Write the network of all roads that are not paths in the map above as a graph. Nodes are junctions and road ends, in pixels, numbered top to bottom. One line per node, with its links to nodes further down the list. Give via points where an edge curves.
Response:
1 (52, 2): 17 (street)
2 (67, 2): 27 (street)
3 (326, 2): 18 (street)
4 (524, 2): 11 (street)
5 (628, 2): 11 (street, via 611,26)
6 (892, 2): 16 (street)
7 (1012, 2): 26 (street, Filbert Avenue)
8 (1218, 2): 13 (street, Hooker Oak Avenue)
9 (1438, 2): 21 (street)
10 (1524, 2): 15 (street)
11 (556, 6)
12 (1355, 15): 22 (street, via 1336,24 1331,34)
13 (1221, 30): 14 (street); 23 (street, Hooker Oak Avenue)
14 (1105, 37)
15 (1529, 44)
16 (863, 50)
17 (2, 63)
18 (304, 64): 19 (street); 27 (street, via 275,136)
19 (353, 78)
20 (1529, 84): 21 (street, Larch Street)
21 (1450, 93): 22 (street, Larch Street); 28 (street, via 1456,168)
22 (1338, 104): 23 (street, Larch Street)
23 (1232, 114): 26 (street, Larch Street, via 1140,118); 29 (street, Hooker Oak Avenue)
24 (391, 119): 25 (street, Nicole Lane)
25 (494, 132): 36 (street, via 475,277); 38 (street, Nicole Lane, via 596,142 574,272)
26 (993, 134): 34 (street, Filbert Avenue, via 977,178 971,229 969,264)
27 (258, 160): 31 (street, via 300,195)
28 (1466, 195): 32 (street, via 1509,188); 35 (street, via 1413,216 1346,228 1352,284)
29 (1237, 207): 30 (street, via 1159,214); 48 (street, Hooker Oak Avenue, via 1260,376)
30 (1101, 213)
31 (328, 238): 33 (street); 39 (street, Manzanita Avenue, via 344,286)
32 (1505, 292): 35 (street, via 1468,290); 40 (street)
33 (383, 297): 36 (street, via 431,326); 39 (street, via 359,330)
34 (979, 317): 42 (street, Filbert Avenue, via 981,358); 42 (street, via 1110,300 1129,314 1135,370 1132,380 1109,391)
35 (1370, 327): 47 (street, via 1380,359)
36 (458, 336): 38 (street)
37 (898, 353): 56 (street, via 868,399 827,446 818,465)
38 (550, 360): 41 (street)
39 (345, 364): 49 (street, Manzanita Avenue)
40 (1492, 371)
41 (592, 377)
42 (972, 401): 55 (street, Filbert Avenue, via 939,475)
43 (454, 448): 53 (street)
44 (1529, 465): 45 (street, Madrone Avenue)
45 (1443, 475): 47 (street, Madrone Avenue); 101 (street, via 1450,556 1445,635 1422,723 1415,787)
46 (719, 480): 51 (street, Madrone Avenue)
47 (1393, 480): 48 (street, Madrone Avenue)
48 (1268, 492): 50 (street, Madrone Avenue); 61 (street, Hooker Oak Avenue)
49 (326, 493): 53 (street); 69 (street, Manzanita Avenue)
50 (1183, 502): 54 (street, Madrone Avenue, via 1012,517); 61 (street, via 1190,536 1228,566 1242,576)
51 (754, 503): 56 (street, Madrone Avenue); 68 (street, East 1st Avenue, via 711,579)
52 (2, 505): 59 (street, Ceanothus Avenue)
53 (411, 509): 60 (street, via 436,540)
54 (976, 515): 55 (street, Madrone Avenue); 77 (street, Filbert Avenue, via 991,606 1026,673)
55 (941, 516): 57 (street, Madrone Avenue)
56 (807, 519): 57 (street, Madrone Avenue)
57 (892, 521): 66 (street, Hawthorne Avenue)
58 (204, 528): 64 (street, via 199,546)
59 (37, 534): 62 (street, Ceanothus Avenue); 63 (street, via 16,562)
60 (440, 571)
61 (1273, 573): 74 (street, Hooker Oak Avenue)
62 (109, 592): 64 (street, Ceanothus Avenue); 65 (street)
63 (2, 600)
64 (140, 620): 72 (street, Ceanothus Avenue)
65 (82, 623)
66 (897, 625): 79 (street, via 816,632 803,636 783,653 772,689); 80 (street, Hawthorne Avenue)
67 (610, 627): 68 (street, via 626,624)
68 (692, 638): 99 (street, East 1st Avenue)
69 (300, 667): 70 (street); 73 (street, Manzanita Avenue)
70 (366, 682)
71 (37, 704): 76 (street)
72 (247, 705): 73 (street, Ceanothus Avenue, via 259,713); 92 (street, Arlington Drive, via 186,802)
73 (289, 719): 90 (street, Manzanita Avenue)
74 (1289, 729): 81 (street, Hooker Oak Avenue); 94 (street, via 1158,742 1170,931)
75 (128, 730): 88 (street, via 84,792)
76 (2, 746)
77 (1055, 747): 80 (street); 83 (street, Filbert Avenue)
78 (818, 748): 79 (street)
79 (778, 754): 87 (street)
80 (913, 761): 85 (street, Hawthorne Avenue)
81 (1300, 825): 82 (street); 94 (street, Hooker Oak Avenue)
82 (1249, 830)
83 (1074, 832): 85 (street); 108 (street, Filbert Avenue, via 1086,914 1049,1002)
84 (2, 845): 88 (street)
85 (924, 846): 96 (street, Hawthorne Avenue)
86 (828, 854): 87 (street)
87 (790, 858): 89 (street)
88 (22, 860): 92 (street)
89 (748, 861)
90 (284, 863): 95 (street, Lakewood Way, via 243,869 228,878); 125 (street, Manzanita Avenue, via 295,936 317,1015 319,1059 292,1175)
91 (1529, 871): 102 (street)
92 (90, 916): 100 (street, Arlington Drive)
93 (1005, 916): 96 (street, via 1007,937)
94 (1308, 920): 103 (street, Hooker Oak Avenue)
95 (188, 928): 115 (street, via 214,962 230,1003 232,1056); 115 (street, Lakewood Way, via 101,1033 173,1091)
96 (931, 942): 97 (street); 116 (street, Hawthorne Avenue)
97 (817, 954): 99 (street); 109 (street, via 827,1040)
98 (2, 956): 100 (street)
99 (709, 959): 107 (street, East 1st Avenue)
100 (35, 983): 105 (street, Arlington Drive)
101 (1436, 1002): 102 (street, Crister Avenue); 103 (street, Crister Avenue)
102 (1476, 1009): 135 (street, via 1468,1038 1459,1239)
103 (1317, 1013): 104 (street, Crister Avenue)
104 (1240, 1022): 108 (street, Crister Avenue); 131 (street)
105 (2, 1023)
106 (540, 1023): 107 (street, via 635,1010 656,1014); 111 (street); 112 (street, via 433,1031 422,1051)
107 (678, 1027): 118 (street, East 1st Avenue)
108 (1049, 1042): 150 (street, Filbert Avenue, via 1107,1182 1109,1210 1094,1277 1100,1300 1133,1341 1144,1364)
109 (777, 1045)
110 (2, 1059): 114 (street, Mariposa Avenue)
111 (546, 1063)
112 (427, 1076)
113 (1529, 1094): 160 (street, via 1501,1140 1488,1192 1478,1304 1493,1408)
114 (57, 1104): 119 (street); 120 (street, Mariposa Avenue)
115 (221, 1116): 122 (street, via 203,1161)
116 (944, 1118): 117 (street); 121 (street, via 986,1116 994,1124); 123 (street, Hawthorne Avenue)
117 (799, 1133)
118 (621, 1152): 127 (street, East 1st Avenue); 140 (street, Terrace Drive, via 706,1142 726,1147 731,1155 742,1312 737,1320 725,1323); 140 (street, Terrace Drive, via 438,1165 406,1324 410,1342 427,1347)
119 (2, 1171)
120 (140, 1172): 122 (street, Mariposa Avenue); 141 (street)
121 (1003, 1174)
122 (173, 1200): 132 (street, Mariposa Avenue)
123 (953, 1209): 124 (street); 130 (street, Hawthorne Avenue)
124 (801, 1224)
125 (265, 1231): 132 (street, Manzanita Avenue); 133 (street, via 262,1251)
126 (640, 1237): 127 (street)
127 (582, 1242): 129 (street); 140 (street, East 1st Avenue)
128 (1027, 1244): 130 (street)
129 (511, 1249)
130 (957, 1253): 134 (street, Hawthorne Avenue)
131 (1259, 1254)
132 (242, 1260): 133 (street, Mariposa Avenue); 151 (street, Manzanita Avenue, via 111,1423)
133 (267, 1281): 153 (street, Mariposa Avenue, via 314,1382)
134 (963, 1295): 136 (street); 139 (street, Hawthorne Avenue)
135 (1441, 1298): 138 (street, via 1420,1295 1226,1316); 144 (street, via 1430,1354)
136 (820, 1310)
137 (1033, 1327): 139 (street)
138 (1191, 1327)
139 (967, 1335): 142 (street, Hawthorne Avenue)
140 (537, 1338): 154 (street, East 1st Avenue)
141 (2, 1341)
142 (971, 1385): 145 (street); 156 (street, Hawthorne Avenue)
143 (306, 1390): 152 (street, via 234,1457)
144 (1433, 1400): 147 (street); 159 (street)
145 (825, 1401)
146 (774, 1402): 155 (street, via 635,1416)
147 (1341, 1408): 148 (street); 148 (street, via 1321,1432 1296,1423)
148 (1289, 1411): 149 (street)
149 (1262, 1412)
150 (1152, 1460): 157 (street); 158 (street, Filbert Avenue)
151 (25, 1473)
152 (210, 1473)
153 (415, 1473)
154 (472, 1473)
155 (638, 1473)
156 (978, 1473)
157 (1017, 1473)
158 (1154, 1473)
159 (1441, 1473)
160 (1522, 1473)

————

▸ **Your assignment**: Which lines of the material contain "Arlington"? List them.

▸ **Solution to the exercise**:
72 (247, 705): 73 (street, Ceanothus Avenue, via 259,713); 92 (street, Arlington Drive, via 186,802)
92 (90, 916): 100 (street, Arlington Drive)
100 (35, 983): 105 (street, Arlington Drive)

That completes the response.